--- START ---

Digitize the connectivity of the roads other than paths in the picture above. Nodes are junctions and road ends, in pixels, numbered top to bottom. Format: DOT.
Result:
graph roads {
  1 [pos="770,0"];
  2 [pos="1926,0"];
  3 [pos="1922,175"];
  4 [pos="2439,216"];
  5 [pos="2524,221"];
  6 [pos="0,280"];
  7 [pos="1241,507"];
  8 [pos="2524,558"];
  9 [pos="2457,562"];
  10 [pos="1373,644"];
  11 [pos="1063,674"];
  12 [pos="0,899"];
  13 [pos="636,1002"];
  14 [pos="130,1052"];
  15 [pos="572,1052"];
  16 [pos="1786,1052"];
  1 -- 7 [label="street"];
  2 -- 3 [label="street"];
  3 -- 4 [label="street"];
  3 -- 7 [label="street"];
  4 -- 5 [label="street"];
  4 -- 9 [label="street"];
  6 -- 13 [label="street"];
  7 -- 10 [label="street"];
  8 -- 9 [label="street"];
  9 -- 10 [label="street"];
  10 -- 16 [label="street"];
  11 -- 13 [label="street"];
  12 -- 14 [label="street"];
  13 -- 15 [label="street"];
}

--- END ---

**WHAT IS REQUIRED:**
Repeat the material in full, exactly as written.

**WRITTEN REPLY:**
Digitize the connectivity of the roads other than paths in the picture above. Nodes are junctions and road ends, in pixels, numbered top to bottom. Format: DOT.
Result:
graph roads {
  1 [pos="770,0"];
  2 [pos="1926,0"];
  3 [pos="1922,175"];
  4 [pos="2439,216"];
  5 [pos="2524,221"];
  6 [pos="0,280"];
  7 [pos="1241,507"];
  8 [pos="2524,558"];
  9 [pos="2457,562"];
  10 [pos="1373,644"];
  11 [pos="1063,674"];
  12 [pos="0,899"];
  13 [pos="636,1002"];
  14 [pos="130,1052"];
  15 [pos="572,1052"];
  16 [pos="1786,1052"];
  1 -- 7 [label="street"];
  2 -- 3 [label="street"];
  3 -- 4 [label="street"];
  3 -- 7 [label="street"];
  4 -- 5 [label="street"];
  4 -- 9 [label="street"];
  6 -- 13 [label="street"];
  7 -- 10 [label="street"];
  8 -- 9 [label="street"];
  9 -- 10 [label="street"];
  10 -- 16 [label="street"];
  11 -- 13 [label="street"];
  12 -- 14 [label="street"];
  13 -- 15 [label="street"];
}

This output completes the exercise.